--- START ---
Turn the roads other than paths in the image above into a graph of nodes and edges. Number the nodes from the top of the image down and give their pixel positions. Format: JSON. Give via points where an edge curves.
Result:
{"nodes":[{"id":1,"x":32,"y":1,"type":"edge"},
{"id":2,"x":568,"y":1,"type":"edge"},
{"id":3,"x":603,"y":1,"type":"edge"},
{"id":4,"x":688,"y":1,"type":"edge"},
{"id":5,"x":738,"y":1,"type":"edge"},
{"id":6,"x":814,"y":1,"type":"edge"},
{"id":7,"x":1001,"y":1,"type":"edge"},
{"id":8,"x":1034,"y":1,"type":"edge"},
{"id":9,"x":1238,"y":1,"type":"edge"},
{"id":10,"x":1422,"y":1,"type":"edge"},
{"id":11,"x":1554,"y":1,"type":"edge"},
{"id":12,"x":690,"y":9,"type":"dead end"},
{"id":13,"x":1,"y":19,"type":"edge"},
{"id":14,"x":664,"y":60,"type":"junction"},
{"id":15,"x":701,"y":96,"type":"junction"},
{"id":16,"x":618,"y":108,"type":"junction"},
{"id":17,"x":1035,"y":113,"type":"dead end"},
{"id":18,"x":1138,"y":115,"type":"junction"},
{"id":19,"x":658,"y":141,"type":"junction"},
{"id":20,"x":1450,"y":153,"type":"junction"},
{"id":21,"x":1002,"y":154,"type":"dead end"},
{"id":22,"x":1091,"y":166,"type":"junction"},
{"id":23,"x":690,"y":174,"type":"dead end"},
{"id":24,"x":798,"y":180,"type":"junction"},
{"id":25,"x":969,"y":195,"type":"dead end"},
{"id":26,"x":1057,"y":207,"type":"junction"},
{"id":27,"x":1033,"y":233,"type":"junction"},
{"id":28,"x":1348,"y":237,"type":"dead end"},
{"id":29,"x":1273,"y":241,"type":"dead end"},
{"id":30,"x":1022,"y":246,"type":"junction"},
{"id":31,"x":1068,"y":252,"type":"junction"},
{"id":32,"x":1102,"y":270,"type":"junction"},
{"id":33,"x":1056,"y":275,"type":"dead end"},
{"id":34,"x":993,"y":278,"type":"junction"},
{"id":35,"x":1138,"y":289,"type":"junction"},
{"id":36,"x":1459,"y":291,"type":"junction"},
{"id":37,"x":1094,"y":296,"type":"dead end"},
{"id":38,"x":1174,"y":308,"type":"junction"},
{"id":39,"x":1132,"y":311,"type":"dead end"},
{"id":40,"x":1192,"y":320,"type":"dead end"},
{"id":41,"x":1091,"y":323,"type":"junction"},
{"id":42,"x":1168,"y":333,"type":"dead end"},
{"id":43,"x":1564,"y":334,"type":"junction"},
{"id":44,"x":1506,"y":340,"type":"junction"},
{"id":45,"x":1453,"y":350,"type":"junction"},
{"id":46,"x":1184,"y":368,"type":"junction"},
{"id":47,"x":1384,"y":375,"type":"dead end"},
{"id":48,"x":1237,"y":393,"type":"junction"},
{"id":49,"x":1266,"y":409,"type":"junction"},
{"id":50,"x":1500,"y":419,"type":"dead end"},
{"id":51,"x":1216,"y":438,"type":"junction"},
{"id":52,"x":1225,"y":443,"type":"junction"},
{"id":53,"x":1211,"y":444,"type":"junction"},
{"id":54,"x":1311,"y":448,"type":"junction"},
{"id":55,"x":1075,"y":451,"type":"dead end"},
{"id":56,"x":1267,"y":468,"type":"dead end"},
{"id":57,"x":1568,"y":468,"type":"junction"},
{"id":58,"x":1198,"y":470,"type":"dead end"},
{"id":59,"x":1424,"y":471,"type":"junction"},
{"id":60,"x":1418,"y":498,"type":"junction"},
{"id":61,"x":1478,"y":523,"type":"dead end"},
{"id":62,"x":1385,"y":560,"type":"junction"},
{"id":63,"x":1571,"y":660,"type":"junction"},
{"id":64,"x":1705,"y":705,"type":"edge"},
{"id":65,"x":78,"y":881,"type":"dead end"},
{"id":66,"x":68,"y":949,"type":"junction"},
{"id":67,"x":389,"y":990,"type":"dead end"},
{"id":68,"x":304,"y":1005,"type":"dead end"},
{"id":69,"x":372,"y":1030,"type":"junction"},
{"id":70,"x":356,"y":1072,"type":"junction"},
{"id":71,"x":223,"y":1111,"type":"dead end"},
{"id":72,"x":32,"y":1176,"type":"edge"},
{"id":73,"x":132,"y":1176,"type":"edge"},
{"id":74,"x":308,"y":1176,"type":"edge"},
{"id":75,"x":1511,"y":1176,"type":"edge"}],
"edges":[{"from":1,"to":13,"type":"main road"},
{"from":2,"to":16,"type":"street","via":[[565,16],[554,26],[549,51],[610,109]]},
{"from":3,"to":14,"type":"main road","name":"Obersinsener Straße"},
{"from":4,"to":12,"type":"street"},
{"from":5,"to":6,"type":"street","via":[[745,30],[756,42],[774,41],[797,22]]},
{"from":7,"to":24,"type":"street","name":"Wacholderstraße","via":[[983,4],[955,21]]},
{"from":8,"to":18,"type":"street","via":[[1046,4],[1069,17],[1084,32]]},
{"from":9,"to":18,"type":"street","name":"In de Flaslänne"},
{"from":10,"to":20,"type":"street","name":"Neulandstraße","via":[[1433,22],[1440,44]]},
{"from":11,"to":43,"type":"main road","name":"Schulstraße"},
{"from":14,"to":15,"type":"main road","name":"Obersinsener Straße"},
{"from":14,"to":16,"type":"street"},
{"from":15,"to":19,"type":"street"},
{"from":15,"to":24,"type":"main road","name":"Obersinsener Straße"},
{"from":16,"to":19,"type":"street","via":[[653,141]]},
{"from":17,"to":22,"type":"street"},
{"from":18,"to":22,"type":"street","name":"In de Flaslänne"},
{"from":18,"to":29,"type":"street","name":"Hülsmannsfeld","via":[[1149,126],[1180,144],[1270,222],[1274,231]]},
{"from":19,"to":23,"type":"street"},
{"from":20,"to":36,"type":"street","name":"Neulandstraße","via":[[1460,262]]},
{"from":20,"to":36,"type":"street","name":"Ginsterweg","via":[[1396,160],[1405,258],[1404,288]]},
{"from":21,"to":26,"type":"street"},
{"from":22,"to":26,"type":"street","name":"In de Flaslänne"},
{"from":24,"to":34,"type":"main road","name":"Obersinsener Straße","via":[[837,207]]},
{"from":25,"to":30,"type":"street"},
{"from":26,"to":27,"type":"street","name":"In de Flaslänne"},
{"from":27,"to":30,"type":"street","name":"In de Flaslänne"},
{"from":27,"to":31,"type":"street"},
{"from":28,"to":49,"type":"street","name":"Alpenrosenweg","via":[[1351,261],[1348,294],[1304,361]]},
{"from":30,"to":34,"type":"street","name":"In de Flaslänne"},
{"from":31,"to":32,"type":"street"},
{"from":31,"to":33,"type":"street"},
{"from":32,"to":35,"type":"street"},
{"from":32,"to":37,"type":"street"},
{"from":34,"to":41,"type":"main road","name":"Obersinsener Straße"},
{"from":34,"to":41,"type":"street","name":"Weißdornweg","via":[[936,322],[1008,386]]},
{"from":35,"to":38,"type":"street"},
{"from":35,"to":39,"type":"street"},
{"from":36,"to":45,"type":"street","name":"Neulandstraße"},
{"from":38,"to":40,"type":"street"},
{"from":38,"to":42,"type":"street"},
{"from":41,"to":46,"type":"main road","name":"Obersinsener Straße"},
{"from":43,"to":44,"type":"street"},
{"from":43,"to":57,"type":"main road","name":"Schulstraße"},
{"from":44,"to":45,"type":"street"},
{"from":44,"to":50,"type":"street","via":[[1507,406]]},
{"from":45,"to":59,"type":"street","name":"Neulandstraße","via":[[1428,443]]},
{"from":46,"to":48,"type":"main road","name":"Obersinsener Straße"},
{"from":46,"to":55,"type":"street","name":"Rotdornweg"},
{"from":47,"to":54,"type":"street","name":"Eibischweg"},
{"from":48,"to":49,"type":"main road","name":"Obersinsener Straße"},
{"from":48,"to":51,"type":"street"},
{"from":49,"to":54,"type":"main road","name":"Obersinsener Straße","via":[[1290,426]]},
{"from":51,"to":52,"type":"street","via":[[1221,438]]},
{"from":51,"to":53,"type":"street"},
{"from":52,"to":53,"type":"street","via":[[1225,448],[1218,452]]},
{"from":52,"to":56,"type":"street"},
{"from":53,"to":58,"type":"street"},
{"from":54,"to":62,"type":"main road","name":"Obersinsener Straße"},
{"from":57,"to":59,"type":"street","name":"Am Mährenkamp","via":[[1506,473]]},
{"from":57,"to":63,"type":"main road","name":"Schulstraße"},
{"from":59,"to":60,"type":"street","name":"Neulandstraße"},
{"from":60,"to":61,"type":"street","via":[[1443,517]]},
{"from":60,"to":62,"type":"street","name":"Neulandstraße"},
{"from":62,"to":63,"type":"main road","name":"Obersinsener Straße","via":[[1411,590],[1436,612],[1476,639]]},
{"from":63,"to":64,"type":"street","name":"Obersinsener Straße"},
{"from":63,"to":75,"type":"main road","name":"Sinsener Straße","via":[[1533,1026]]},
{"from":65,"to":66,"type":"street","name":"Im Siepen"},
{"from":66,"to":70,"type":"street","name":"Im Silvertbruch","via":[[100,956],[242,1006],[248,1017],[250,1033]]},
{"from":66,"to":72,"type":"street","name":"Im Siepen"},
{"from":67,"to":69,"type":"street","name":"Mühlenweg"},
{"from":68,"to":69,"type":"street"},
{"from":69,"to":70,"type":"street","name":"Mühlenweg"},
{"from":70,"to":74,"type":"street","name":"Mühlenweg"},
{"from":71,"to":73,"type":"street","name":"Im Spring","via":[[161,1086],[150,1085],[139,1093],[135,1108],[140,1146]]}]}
--- END ---
Using the material above, gather every line that includes "Mühlenweg".

* **Expected output**
{"from":67,"to":69,"type":"street","name":"Mühlenweg"},
{"from":69,"to":70,"type":"street","name":"Mühlenweg"},
{"from":70,"to":74,"type":"street","name":"Mühlenweg"},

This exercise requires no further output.